►

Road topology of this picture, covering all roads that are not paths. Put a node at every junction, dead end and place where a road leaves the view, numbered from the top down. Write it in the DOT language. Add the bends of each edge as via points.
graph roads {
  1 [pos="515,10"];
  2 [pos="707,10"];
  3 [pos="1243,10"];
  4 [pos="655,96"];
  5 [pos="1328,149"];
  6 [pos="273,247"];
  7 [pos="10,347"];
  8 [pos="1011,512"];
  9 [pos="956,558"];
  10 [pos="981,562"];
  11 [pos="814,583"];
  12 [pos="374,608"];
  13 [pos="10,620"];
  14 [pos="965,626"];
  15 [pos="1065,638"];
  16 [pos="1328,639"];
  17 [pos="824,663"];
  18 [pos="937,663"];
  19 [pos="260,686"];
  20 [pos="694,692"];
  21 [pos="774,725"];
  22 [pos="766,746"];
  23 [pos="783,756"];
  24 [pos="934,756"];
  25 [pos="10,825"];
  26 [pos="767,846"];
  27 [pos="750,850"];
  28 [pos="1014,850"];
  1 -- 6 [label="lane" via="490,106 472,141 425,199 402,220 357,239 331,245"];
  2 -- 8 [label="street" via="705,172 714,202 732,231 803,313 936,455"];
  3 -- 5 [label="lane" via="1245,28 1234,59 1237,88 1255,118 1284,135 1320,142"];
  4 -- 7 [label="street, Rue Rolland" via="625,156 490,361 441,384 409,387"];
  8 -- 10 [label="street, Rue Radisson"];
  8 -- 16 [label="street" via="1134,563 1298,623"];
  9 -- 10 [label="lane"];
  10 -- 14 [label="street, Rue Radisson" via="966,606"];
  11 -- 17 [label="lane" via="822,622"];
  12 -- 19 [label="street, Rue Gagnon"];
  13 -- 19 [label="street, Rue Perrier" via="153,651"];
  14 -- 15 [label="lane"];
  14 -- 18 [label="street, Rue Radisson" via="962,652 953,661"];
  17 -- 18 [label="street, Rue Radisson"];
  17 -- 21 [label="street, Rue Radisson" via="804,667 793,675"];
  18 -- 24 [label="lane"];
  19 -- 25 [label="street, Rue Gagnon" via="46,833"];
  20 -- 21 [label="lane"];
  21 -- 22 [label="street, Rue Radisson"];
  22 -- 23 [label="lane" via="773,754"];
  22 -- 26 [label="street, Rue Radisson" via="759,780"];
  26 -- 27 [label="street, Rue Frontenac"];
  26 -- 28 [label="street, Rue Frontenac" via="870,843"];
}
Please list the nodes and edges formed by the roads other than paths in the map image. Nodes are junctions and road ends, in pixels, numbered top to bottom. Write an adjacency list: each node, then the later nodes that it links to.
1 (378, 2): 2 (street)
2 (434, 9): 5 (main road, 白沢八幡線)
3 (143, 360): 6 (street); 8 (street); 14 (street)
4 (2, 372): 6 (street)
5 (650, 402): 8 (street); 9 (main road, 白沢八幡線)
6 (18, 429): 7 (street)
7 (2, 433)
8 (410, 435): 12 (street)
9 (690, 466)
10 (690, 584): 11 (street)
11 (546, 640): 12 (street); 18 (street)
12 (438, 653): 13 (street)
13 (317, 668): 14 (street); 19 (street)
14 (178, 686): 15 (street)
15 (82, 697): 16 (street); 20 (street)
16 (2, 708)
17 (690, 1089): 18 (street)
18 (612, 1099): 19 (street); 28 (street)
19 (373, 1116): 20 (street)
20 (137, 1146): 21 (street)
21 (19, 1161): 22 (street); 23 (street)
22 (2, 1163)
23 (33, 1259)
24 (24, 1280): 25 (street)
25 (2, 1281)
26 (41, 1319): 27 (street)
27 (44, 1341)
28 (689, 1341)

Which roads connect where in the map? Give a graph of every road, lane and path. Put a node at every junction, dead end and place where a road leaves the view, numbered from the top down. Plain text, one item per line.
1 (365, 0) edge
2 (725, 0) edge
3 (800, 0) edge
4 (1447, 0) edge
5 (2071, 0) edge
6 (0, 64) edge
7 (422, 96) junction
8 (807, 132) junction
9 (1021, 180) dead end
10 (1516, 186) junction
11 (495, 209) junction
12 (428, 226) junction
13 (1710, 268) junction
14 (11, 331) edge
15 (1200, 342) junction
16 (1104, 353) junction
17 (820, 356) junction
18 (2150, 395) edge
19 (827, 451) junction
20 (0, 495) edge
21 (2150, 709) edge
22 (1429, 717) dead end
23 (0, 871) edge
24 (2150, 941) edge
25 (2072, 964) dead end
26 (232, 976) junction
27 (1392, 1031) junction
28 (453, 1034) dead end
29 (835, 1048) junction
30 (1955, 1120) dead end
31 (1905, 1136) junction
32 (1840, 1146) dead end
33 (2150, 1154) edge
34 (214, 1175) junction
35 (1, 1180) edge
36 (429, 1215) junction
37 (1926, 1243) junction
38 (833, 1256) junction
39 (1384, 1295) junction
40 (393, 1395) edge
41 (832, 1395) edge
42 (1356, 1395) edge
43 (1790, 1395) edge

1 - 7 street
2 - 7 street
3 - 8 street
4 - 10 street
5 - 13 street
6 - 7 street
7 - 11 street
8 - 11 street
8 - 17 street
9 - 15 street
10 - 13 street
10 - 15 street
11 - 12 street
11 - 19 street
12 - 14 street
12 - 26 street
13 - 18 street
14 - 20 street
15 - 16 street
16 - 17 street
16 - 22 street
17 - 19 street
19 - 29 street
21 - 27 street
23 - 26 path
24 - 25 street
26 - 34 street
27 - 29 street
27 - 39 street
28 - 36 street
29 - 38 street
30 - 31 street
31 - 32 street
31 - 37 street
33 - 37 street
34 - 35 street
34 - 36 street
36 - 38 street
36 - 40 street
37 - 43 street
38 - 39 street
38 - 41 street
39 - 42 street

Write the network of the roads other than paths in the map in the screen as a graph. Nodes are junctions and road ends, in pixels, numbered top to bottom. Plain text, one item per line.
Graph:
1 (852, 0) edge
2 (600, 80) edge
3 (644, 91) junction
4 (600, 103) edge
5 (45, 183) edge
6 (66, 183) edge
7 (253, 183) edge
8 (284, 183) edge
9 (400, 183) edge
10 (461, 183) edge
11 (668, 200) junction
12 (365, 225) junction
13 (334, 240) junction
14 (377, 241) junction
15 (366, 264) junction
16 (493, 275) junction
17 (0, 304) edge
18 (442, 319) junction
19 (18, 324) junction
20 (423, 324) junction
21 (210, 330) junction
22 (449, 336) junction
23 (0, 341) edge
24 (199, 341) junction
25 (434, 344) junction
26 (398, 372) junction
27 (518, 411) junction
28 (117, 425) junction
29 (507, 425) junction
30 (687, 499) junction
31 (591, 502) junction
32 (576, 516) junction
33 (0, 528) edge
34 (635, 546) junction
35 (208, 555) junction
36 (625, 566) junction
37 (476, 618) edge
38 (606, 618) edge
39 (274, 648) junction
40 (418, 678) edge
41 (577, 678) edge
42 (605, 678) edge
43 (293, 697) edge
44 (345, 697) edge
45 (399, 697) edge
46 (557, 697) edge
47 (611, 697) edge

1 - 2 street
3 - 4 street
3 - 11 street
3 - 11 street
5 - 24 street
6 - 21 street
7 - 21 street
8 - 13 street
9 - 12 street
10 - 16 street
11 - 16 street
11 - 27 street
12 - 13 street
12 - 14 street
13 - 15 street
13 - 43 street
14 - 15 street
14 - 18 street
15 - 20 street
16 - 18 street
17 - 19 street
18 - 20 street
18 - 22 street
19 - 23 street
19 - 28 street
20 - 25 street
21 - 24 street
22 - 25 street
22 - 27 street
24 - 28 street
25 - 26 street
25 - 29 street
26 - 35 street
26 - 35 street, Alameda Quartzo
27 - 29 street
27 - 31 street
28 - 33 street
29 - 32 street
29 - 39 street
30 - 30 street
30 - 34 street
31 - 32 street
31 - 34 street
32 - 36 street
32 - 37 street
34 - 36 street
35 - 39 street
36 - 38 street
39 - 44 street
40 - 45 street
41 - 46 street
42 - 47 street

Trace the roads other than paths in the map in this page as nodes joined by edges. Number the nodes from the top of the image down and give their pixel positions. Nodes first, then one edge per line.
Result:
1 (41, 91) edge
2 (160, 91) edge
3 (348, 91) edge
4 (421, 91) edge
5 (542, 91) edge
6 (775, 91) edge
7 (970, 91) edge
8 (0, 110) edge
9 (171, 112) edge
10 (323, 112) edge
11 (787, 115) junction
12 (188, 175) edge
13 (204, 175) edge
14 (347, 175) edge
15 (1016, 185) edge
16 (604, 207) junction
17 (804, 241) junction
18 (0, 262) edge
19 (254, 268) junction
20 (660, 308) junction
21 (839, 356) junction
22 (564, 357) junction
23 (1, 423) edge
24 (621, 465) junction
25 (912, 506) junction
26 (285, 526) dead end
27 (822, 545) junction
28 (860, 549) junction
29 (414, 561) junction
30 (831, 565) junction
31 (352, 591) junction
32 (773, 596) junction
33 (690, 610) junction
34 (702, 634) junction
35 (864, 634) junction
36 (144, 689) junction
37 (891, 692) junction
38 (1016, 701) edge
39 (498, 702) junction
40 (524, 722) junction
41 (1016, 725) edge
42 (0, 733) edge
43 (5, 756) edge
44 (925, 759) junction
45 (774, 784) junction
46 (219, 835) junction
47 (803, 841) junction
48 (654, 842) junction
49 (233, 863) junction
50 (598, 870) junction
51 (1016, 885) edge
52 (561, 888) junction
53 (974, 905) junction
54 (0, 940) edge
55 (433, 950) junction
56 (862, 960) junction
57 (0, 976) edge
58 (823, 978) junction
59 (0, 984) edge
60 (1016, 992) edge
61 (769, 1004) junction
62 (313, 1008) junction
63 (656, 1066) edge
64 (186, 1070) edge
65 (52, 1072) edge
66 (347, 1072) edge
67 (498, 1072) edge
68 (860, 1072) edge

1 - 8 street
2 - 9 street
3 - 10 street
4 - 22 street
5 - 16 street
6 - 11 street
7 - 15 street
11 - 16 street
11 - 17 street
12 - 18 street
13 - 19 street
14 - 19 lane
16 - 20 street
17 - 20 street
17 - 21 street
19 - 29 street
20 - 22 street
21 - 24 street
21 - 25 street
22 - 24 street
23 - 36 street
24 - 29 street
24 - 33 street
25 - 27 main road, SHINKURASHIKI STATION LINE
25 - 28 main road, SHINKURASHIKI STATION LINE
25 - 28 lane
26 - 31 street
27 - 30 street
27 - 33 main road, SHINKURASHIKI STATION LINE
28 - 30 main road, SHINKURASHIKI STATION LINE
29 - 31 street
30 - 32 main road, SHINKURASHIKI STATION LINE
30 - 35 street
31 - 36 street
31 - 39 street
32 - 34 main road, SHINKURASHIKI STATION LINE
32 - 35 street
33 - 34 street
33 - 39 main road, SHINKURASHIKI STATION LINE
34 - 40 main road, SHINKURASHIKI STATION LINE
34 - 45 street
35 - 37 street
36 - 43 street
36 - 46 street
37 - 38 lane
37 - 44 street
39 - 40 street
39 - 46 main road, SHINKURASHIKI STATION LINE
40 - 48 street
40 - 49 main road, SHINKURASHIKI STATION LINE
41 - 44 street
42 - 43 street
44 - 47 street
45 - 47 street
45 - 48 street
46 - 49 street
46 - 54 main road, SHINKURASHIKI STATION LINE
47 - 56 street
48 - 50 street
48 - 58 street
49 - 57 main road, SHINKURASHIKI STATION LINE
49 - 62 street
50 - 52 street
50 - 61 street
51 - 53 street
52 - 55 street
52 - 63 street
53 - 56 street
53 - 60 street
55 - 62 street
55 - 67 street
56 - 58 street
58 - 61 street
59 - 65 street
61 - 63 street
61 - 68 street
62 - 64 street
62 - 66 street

◄

> **Problem to solve**
Return, from the material above, every line with the word "this".

> **Response to the exercise**
Road topology of this picture, covering all roads that are not paths. Put a node at every junction, dead end and place where a road leaves the view, numbered from the top down. Write it in the DOT language. Add the bends of each edge as via points.
Trace the roads other than paths in the map in this page as nodes joined by edges. Number the nodes from the top of the image down and give their pixel positions. Nodes first, then one edge per line.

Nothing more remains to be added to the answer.